Jak rywalizować z silnymi podmiotami

Robert Szydlik, prezes PKP Cargo Service opowiada o specyfice działania firmy, konsekwentnym rozwoju biznesu, a także przekazuje swoje przemyślenia na temat zarządzania

Firma, którą pan zarządza, jest częścią większej struktury…

Jest to spółka celowa z grupy PKP Cargo S.A., która powstała 21 lat temu. Na początku jej działalność miała się skupiać na innych obszarach, zgodnie z nazwą „serwis”. Zajmowała się między innymi przewozem kruszyw oraz obsługą terminali przy bocznicach kolejowych na przejściach granicznych. To była swoista obsługa celna i logistyczna. Z biegiem czasu profil działalności spółki ewoluował i obecnie skupia się ona przede wszystkim na obsłudze bocznic, na którą składają się załadunek i rozładunek, prowadzenie obsługi ruchu kolejowego oraz prace remontowe i serwisowe.

Z grubsza wiemy, na czym polega obsługa bocznicy. Jak to wygląda w praktyce?

Pociąg towarowy jest załadowywany lub rozładowywany na terenie zakładu. Na przykład, jeśli mamy bocznicę kolejową przy kopalni węgla lub elektrociepłowni, to naszym zadaniem jest zapewnić, że towar – na przykład węgiel – zostanie załadowany na pociąg i dostarczony na docelową stację, gdzie będzie odebrany.
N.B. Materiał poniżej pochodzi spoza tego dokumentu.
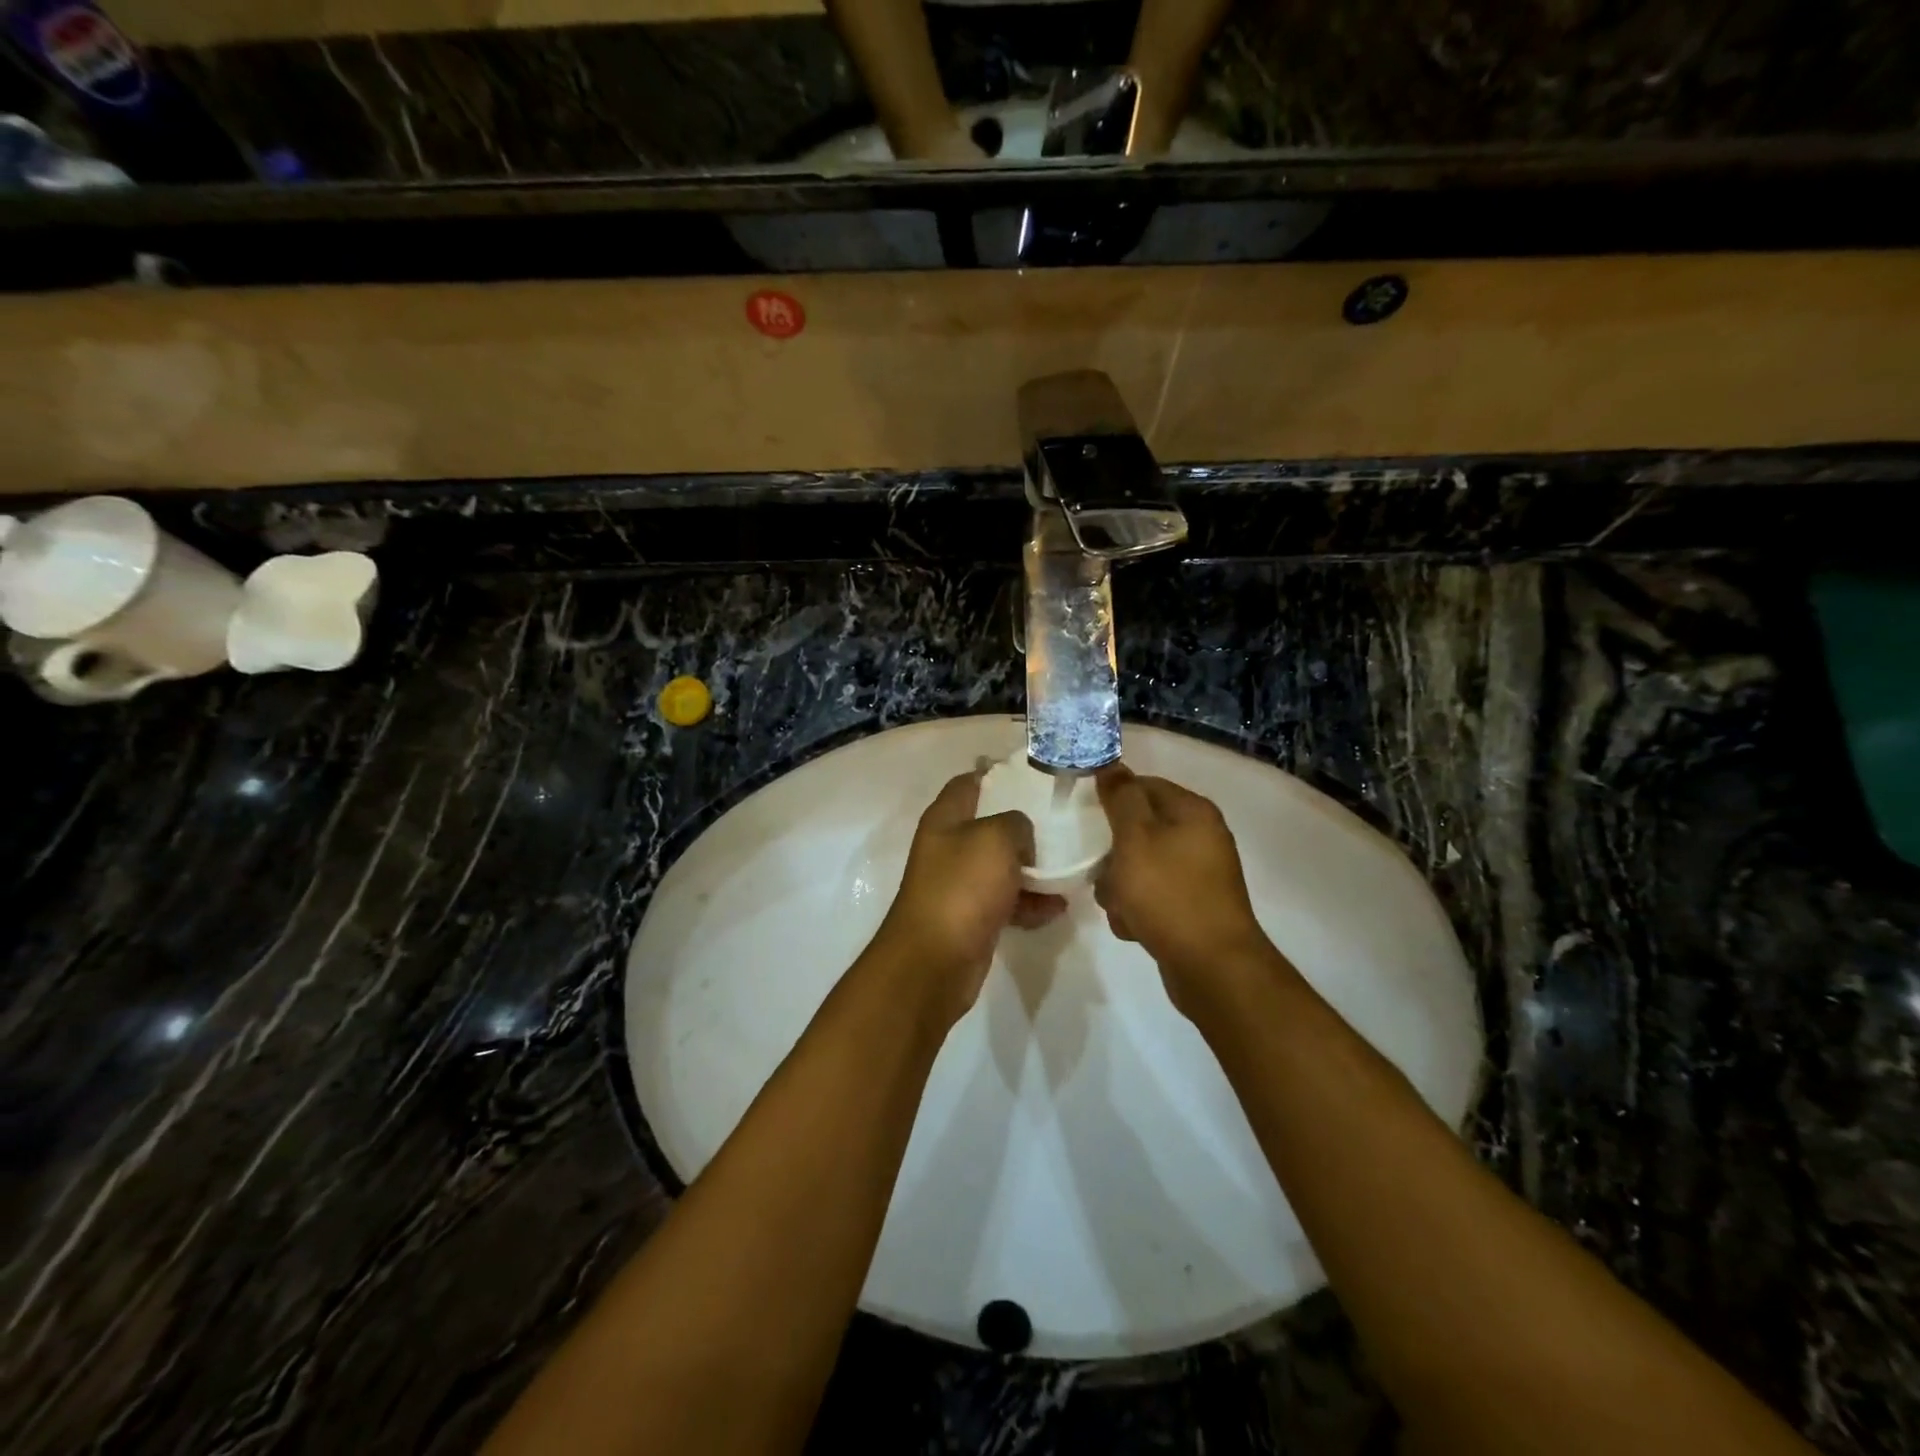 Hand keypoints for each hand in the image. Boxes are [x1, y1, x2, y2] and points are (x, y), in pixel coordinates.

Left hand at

Obsługa bocznicy polega więc na kompleksowym działaniu od chwili, kiedy pociąg wjeżdża na teren zakładu, do czasu, kiedy jest gotowy do dalszej podróży. To nasze zadanie i odpowiedzialność, tym bardziej że niekiedy prace odbywają się na terenach, które nie są ogrodzone ani nie mają fizycznych bram. Nasza rola obejmuje zarówno załadunek, jak i rozładunek. Na przykład, jeśli pusty pociąg przyjeżdża do kopalni, nasi pracownicy, w tym maszynista i manewrowy, zajmują się ustawianiem wagonów i przemieszczaniem pociągu. Czasami korzystamy z pomocy pracowników w ramach zleceń lub wynajmujemy dodatkowy sprzęt, na przykład lokomotywy czy wagony.

Czym jeszcze zajmuje się PKP Cargo Service?

W naszym zakresie jest także prowadzenie ruchu kolejowego oraz utrzymanie infrastruktury, które obejmuje wszystkie urządzenia sterowania ruchem kolejowym oraz zapewnienie, że techniczne aspekty działają sprawnie i spełniają stosowne wymogi. Jeśli coś się zepsuje, musimy to naprawić, a czasem nawet wymienić lub przeprowadzić remont kompleksowy. A to oznacza, że rozkładamy wszystko na części pierwsze i składamy od nowa. Przykładem może być sytuacja, którą mieliśmy na Podkarpaciu, gdzie przez kilkanaście lat nieużywana bocznica kolejowa w nieczynnej fabryce wagonów porosła samosiejkami sosen… Konieczne było jej całkowite przebudowanie. Nasza firma jest w stanie to zrobić – to jedno z jej podstawowych zadań. Czasem jest to związane z utrzymaniem infrastruktury kolejowej, a czasem nie. W mniejszym zakresie realizujemy także transport kolejowy. Naszą przewagą jest to, że jako mniejsza firma jesteśmy bardziej elastyczni niż duże podmioty. Możemy obsłużyć zadania, które wymagają większej operatywności. Duże firmy mogą przewieźć więcej, ale my jesteśmy bardziej elastyczni.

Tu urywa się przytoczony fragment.